# [WORK INSTRUCTIONS]
Whenever "down" appears in a line, please copy that line from the data.
=-=-=-=-=
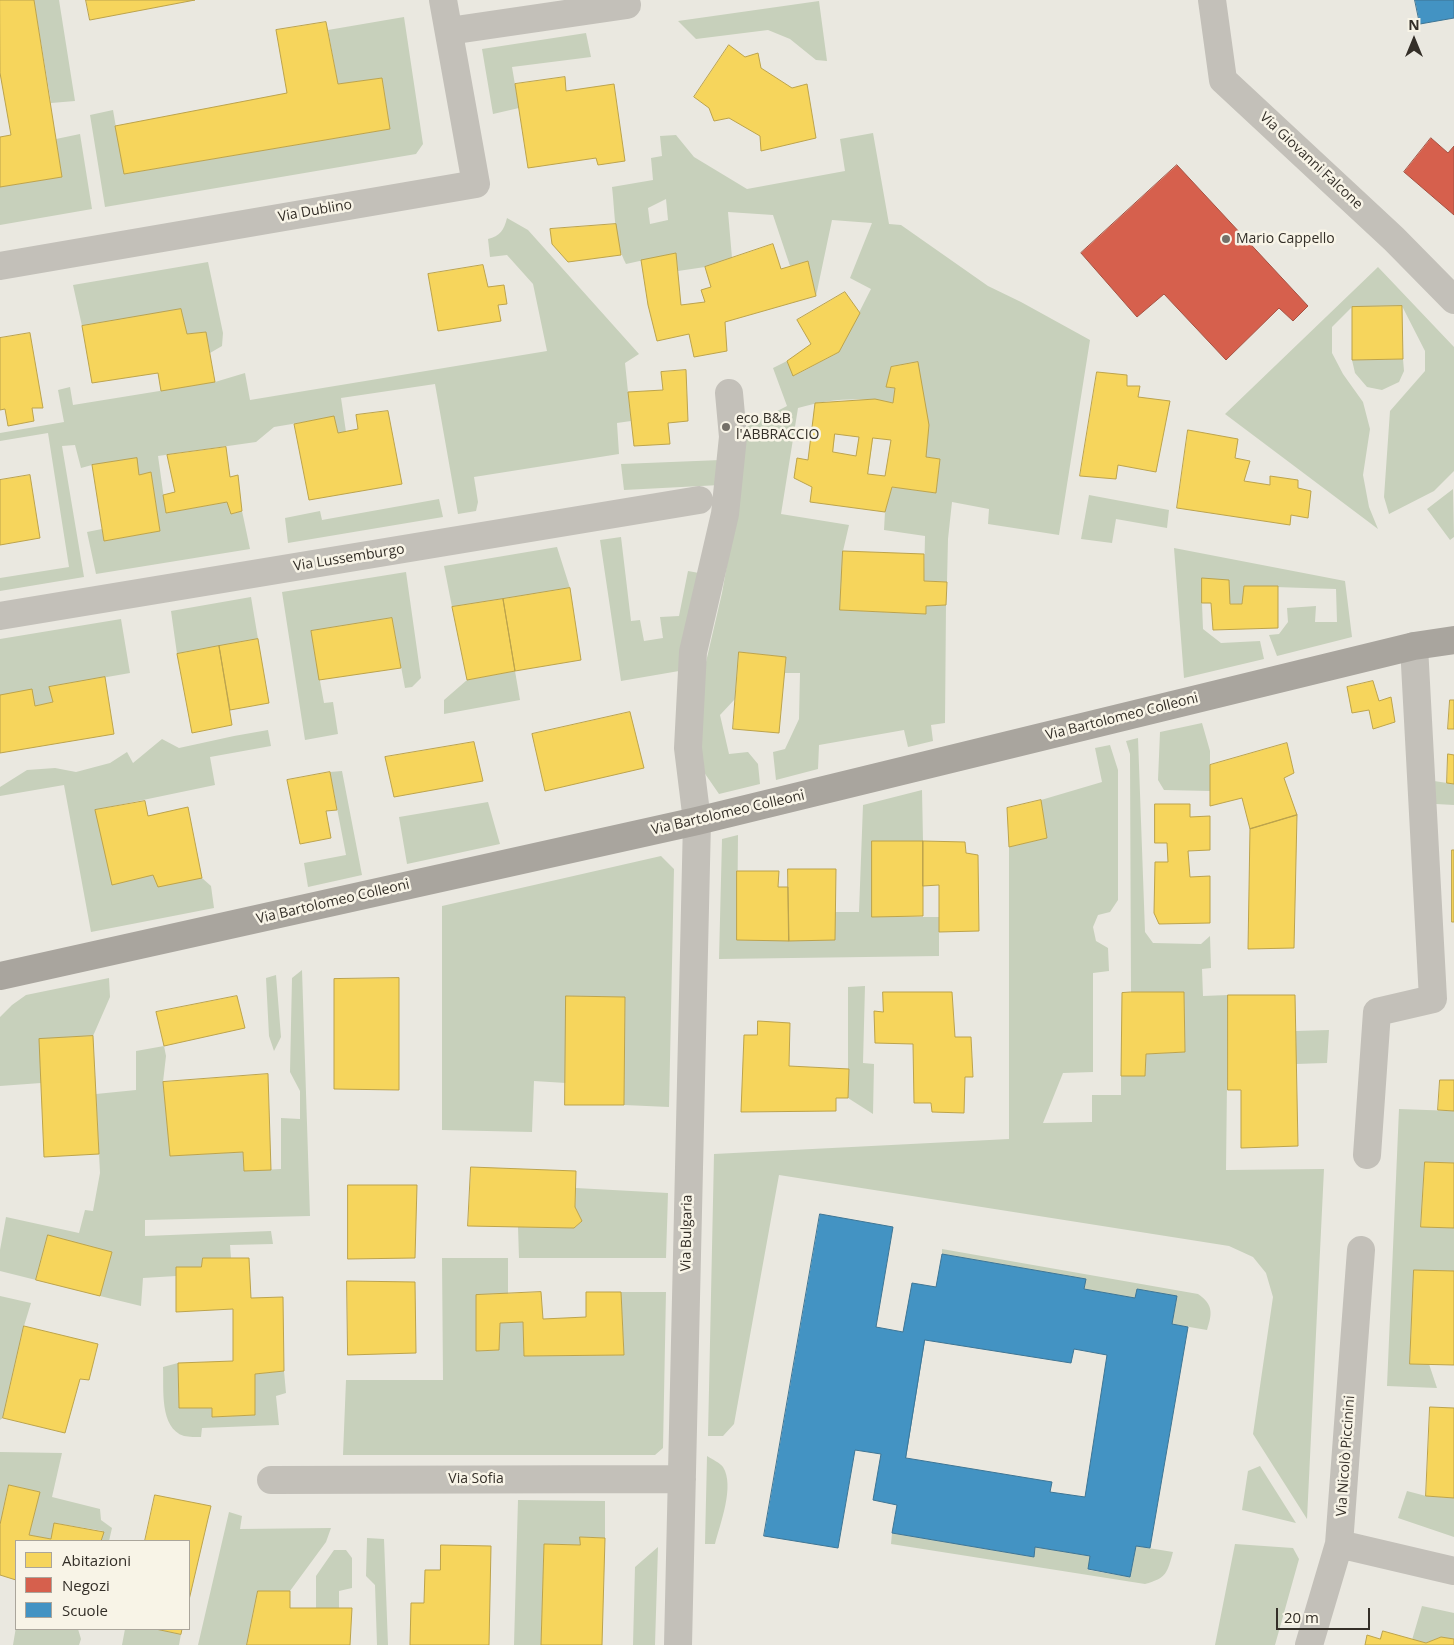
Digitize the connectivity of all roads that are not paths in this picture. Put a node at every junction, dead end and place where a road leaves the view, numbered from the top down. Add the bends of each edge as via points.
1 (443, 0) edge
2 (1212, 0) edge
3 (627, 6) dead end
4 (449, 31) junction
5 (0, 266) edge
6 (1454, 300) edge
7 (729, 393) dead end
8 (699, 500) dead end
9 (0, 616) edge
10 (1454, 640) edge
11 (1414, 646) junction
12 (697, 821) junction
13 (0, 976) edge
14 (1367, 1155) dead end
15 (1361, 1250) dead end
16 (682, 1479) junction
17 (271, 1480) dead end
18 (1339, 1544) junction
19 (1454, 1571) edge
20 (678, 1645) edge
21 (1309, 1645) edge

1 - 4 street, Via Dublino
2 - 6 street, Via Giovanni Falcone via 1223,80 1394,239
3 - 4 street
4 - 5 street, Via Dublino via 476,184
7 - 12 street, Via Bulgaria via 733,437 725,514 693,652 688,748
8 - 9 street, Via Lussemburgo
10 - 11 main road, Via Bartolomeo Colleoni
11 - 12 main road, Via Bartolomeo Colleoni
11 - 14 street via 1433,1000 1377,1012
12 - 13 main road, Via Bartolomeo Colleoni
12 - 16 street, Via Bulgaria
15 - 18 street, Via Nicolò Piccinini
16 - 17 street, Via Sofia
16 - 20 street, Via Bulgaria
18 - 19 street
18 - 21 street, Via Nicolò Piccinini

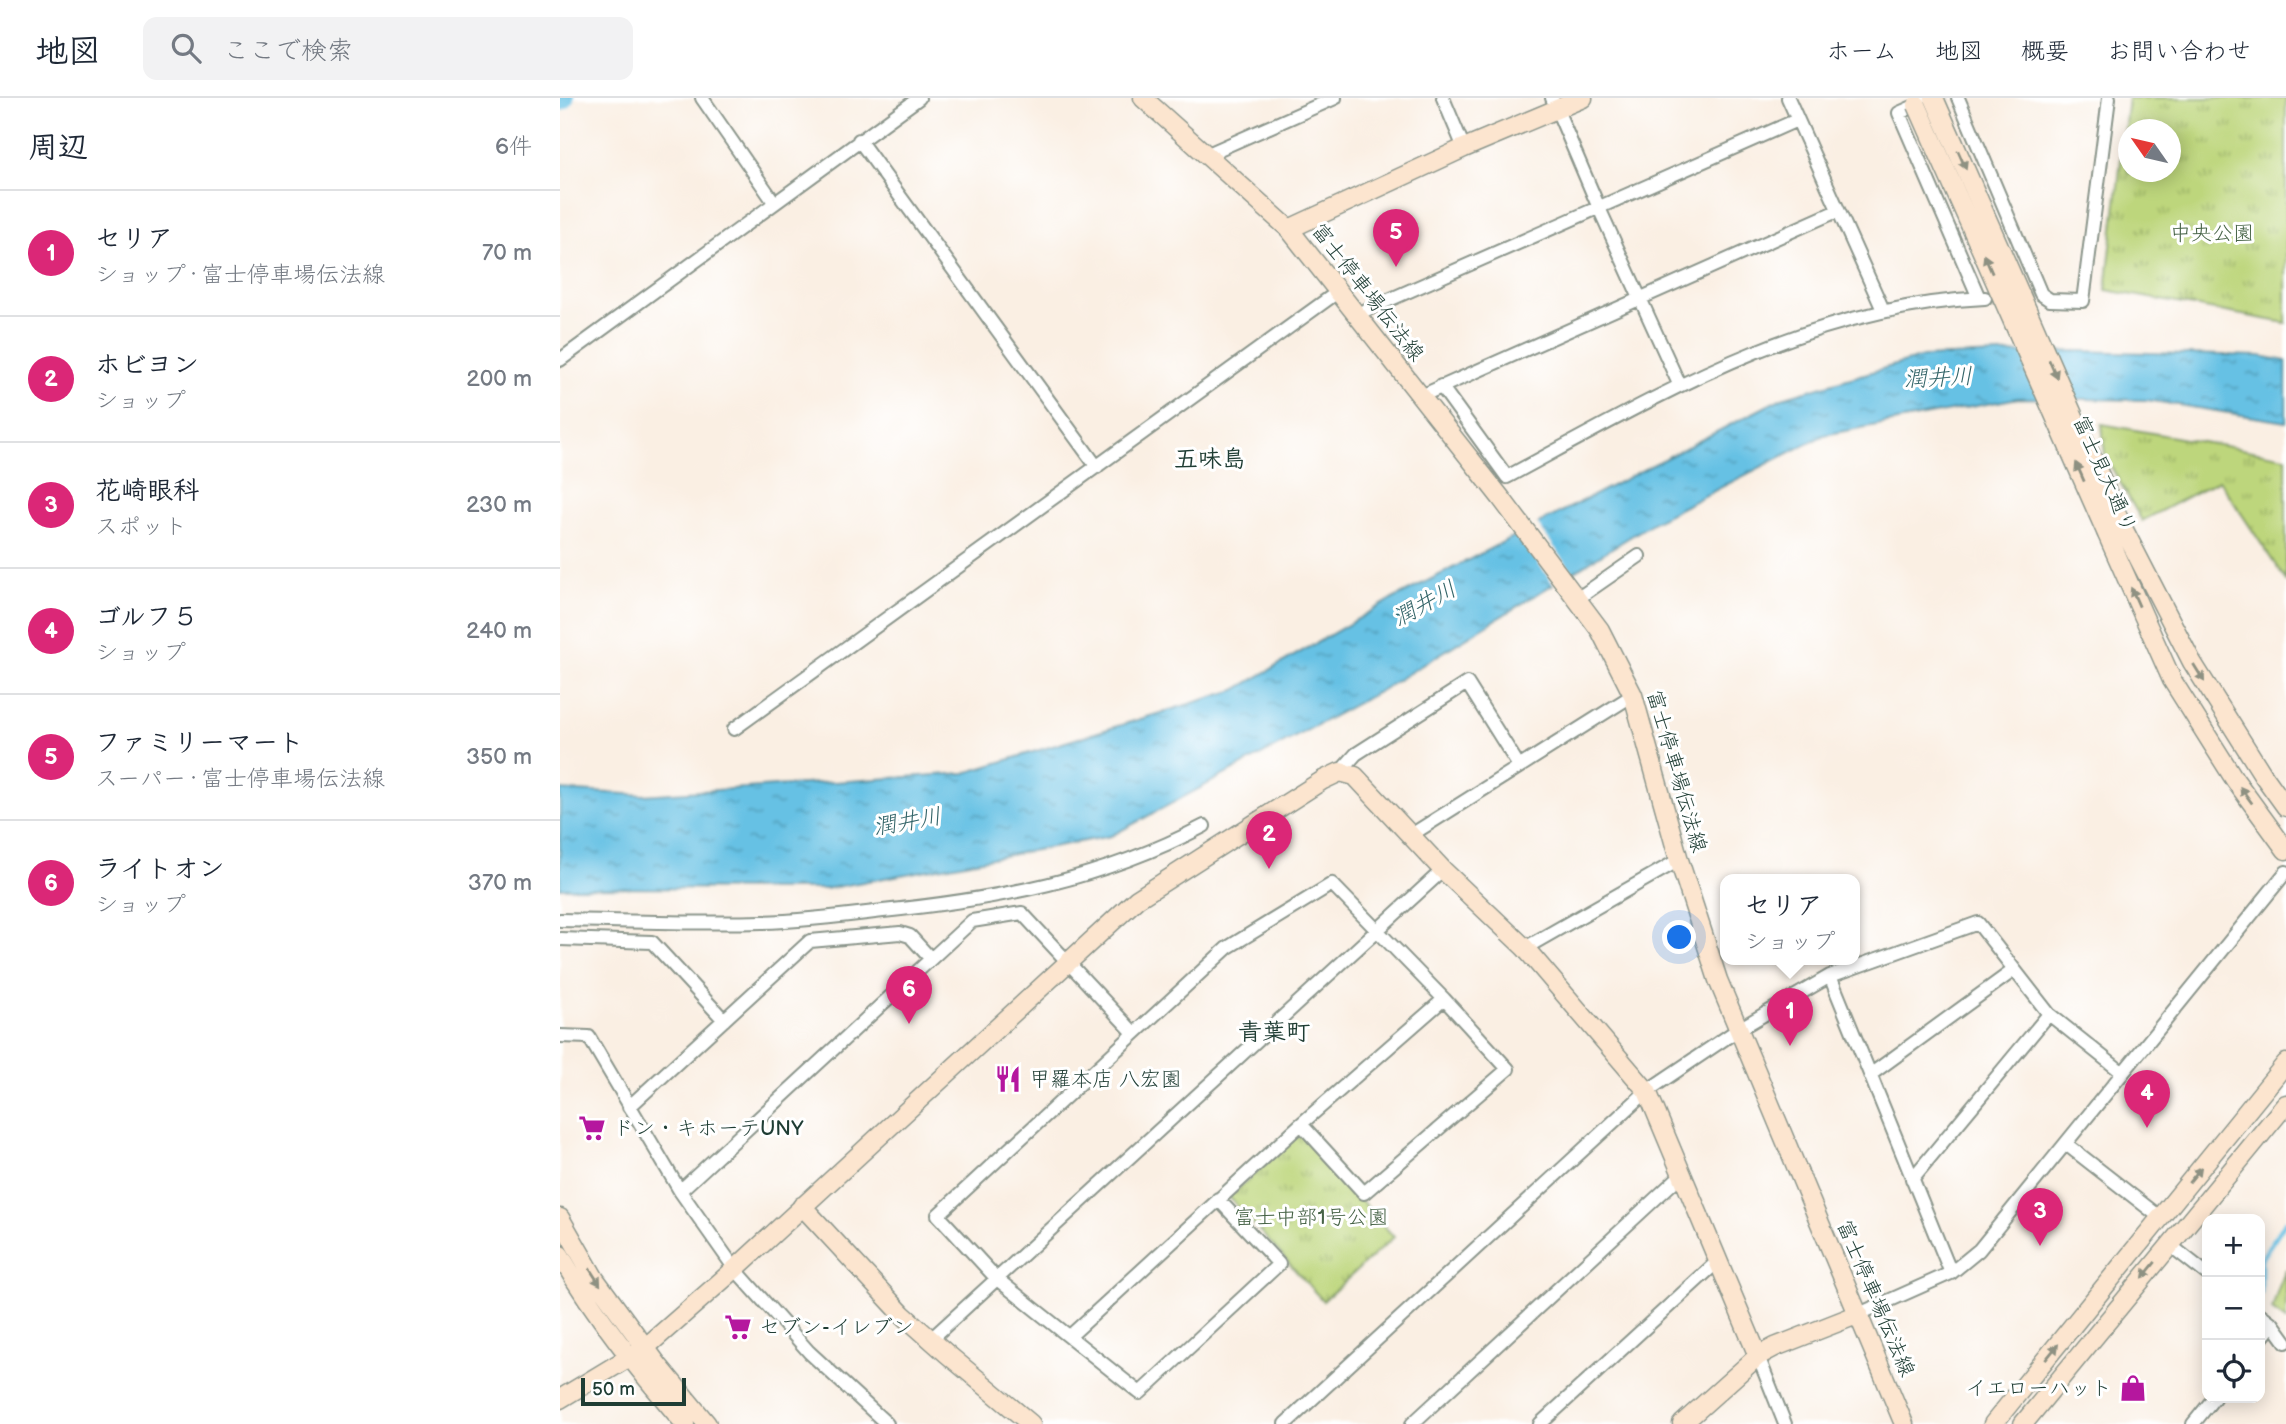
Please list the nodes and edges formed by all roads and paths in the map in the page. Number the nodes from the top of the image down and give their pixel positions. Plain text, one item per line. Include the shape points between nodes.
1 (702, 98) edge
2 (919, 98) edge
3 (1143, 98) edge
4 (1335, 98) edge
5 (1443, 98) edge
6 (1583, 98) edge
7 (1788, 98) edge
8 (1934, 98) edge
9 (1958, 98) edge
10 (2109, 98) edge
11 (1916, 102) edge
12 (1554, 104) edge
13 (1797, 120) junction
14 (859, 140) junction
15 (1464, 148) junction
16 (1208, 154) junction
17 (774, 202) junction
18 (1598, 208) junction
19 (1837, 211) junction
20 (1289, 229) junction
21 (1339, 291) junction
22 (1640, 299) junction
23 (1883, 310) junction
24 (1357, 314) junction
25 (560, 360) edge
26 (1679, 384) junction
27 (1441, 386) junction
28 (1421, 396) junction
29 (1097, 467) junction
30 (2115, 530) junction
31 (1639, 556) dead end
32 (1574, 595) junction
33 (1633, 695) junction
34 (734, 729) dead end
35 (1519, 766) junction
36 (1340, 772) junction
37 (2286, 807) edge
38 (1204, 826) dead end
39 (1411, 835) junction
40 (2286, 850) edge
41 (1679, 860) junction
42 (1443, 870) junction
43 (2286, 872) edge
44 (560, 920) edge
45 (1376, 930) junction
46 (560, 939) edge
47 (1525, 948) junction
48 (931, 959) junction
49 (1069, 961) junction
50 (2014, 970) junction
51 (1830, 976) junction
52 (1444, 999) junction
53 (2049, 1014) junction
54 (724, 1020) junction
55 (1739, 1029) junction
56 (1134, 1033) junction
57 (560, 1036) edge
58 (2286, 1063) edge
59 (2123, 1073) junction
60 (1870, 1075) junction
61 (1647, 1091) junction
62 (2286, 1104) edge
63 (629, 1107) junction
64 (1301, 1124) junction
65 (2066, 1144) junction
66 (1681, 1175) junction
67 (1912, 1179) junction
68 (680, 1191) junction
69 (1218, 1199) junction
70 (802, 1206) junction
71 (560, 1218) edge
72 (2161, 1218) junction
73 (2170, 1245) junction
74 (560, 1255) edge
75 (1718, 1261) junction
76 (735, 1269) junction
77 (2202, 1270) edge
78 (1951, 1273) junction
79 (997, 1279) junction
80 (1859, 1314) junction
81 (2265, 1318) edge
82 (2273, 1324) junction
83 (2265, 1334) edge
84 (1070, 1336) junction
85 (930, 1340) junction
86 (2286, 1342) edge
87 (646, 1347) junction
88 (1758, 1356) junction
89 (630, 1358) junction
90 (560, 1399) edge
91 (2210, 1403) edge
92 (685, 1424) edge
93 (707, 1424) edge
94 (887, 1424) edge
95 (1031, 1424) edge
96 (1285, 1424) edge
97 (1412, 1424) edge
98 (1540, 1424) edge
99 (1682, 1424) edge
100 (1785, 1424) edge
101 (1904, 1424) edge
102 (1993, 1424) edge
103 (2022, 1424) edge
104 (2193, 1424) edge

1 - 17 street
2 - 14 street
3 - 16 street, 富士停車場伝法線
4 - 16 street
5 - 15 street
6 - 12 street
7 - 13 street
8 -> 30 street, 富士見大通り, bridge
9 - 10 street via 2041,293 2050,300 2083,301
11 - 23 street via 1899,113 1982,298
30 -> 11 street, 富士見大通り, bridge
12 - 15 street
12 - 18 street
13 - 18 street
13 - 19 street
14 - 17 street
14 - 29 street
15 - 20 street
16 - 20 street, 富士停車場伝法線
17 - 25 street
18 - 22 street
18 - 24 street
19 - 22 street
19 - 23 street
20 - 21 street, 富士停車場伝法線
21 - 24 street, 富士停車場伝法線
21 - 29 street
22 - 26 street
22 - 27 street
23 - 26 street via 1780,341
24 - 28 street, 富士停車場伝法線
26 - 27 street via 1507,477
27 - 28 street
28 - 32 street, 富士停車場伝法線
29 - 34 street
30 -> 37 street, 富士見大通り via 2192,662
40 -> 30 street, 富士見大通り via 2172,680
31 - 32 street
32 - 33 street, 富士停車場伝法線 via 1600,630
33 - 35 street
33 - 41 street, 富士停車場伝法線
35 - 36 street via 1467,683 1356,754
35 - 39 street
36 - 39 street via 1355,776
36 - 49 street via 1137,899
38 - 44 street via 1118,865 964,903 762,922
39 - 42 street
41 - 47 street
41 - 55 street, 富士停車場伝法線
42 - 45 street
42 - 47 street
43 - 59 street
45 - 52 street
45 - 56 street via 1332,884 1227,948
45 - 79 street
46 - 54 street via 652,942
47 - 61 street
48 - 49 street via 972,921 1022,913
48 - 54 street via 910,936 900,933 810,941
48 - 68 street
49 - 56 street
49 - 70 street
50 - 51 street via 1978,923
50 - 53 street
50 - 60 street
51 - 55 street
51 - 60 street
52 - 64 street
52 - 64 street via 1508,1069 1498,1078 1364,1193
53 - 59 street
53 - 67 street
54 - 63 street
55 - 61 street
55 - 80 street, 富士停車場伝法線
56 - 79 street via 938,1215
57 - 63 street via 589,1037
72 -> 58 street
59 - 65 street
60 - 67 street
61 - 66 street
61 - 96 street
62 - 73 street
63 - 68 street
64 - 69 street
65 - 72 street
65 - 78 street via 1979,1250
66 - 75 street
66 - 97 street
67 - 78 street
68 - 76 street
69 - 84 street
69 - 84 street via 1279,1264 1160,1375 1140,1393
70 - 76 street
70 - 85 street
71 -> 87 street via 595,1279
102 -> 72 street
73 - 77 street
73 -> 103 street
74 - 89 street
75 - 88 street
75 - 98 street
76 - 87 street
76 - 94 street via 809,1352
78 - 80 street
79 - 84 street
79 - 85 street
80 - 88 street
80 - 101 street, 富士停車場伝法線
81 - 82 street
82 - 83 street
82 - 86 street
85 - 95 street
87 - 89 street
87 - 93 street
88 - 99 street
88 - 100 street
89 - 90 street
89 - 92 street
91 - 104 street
=-=-=-=-=
# [ANSWER SECTION]
Digitize the connectivity of all roads that are not paths in this picture. Put a node at every junction, dead end and place where a road leaves the view, numbered from the top down. Add the bends of each edge as via points.
Please list the nodes and edges formed by all roads and paths in the map in the page. Number the nodes from the top of the image down and give their pixel positions. Plain text, one item per line. Include the shape points between nodes.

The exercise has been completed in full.